Little Falls High School recently received the Silver Award for high schools from U.S. News and World Report. TIMES TELEGRAM PHOTO/STEPHANIE SORRELL-WHITE

 LITTLE FALLS — Little Falls High School recently earned national recognition in a high school ranking.

U.S. News and World Report gave the high school its Silver Award.

Little Falls ranked 2,187 on a national level and 196 on the state level.

The overview about the school states, “students have the opportunity to take Advanced Placement course work and exams. The AP participation rate at Little Falls High School is 30 percent.  The student body makeup is 52 percent male and 48 percent female and the total minority enrollment is 5 percent.”

It also states the number of students enrolled is 357, with about 40 percent who are economically disadvantaged.  The school has 29 full-time teachers. There is a 12:1 student-teacher ration at the school.  Its college readiness index is 22.9, and 85 percent of the students are proficient in English and 81 percent are proficient in math.

The report calculates these values based on student performance on state exit exams and internationally available exams on college-level course work.

“The key to our high school earning this recognition, which it has done in the past, is the following course offerings our students have and take advantage of,” said district Business Manager Clete McLaughlin in an email Tuesday.

He listed the school’s Advanced Placement courses such as Calculus I, Calculus II, Chemistry, Biology, United States History and Studio Art.  He also listed the school’s College Now courses, which include English Composition and Literature, Government/Economics, Western Civilization I, Western Civilization II, Pre-Calculus, Calculus I, Calculus II, Accounting I, Business Law and Introduction to Psychology.
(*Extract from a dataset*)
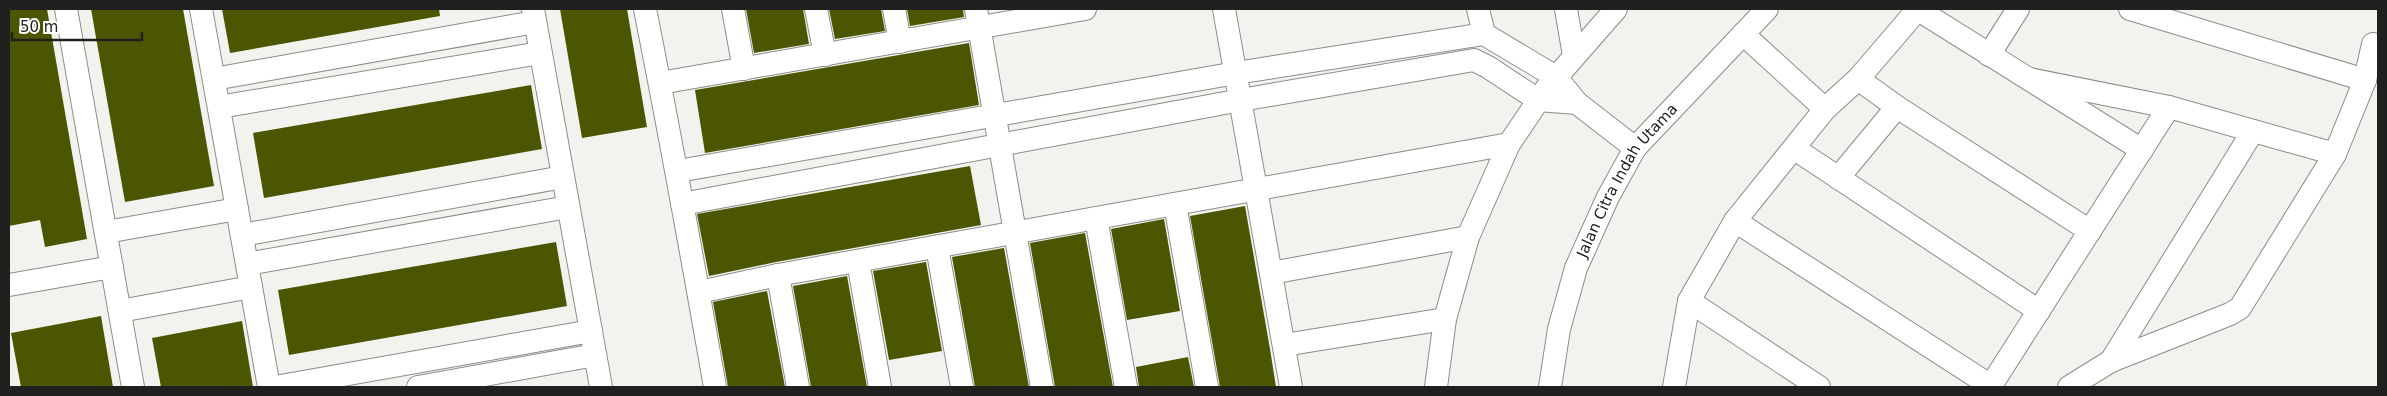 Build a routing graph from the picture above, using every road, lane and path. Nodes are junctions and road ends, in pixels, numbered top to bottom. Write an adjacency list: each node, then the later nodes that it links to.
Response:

McLaughlin said the school offers “an impressive list of advanced level courses to our students.  Many of our seniors have graduated with a full year of college credit already earned.”

“Over the past several years, as schools all across New York state have struggled under financial pressures, we remained committed to maintaining, and in some cases expanding, our AP and College Now offerings,” said McLaughlin. “This, I believe, is a reflection of the importance our district and community places on providing a quality education and is something we are very proud of.”

New York has hundreds of schools in the 2015 U.S. News Best High Schools rankings, including 58 gold medal schools.